• [AIM OF THE EXERCISE]:
Restate each of the lines below word for word and drop every picture.

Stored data
:::

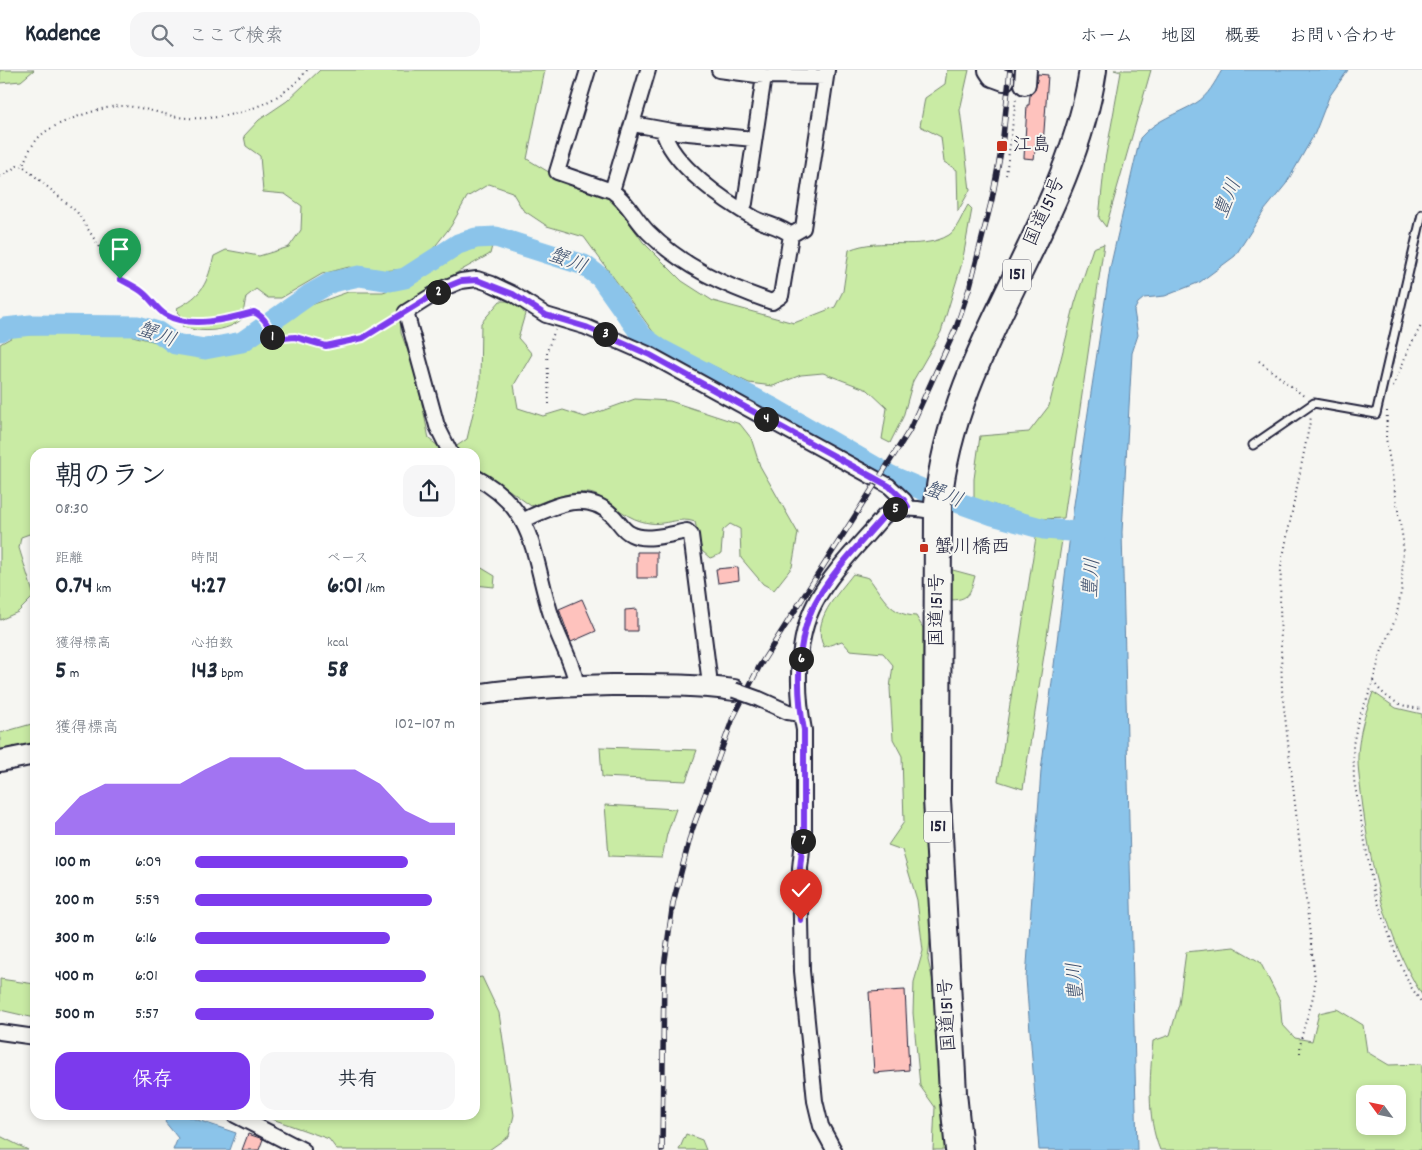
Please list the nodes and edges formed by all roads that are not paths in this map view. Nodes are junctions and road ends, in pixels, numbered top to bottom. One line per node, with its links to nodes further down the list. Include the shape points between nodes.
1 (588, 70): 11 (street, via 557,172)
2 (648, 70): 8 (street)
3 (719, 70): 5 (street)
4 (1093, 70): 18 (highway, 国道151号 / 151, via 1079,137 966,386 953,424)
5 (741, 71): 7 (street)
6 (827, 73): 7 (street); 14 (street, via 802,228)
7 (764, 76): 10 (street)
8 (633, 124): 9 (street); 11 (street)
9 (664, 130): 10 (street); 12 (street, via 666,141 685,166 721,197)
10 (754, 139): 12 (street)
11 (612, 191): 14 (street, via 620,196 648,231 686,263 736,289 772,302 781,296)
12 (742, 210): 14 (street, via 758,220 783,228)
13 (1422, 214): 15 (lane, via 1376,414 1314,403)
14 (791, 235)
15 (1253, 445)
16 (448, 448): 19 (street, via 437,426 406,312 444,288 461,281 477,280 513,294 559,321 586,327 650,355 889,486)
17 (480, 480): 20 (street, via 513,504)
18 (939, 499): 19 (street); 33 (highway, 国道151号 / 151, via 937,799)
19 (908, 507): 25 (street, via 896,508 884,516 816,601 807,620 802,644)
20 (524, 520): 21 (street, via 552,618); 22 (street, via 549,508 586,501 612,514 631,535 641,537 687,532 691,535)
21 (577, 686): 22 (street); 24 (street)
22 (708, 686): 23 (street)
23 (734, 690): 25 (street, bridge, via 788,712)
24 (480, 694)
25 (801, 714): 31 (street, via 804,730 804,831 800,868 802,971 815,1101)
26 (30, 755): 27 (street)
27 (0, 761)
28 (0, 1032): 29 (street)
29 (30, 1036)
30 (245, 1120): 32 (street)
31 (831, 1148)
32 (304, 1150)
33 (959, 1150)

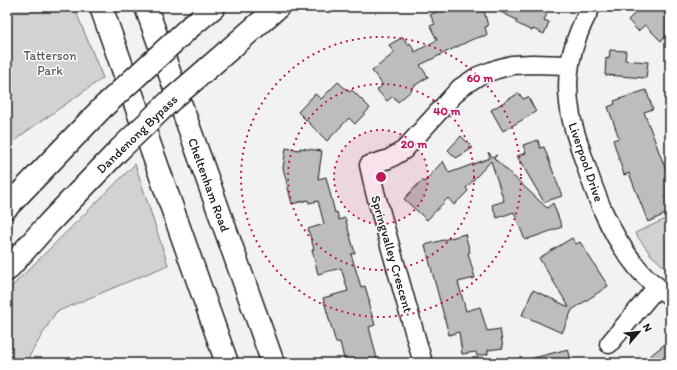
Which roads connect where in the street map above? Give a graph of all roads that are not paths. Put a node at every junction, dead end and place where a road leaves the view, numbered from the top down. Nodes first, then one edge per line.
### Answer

:::

• [EXPECTED ANSWER]:
Please list the nodes and edges formed by all roads that are not paths in this map view. Nodes are junctions and road ends, in pixels, numbered top to bottom. One line per node, with its links to nodes further down the list. Include the shape points between nodes.
1 (588, 70): 11 (street, via 557,172)
2 (648, 70): 8 (street)
3 (719, 70): 5 (street)
4 (1093, 70): 18 (highway, 国道151号 / 151, via 1079,137 966,386 953,424)
5 (741, 71): 7 (street)
6 (827, 73): 7 (street); 14 (street, via 802,228)
7 (764, 76): 10 (street)
8 (633, 124): 9 (street); 11 (street)
9 (664, 130): 10 (street); 12 (street, via 666,141 685,166 721,197)
10 (754, 139): 12 (street)
11 (612, 191): 14 (street, via 620,196 648,231 686,263 736,289 772,302 781,296)
12 (742, 210): 14 (street, via 758,220 783,228)
13 (1422, 214): 15 (lane, via 1376,414 1314,403)
14 (791, 235)
15 (1253, 445)
16 (448, 448): 19 (street, via 437,426 406,312 444,288 461,281 477,280 513,294 559,321 586,327 650,355 889,486)
17 (480, 480): 20 (street, via 513,504)
18 (939, 499): 19 (street); 33 (highway, 国道151号 / 151, via 937,799)
19 (908, 507): 25 (street, via 896,508 884,516 816,601 807,620 802,644)
20 (524, 520): 21 (street, via 552,618); 22 (street, via 549,508 586,501 612,514 631,535 641,537 687,532 691,535)
21 (577, 686): 22 (street); 24 (street)
22 (708, 686): 23 (street)
23 (734, 690): 25 (street, bridge, via 788,712)
24 (480, 694)
25 (801, 714): 31 (street, via 804,730 804,831 800,868 802,971 815,1101)
26 (30, 755): 27 (street)
27 (0, 761)
28 (0, 1032): 29 (street)
29 (30, 1036)
30 (245, 1120): 32 (street)
31 (831, 1148)
32 (304, 1150)
33 (959, 1150)

Which roads connect where in the street map above? Give a graph of all roads that are not paths. Put a node at every junction, dead end and place where a road leaves the view, numbered from the top down. Nodes first, then one edge per line.
### Answer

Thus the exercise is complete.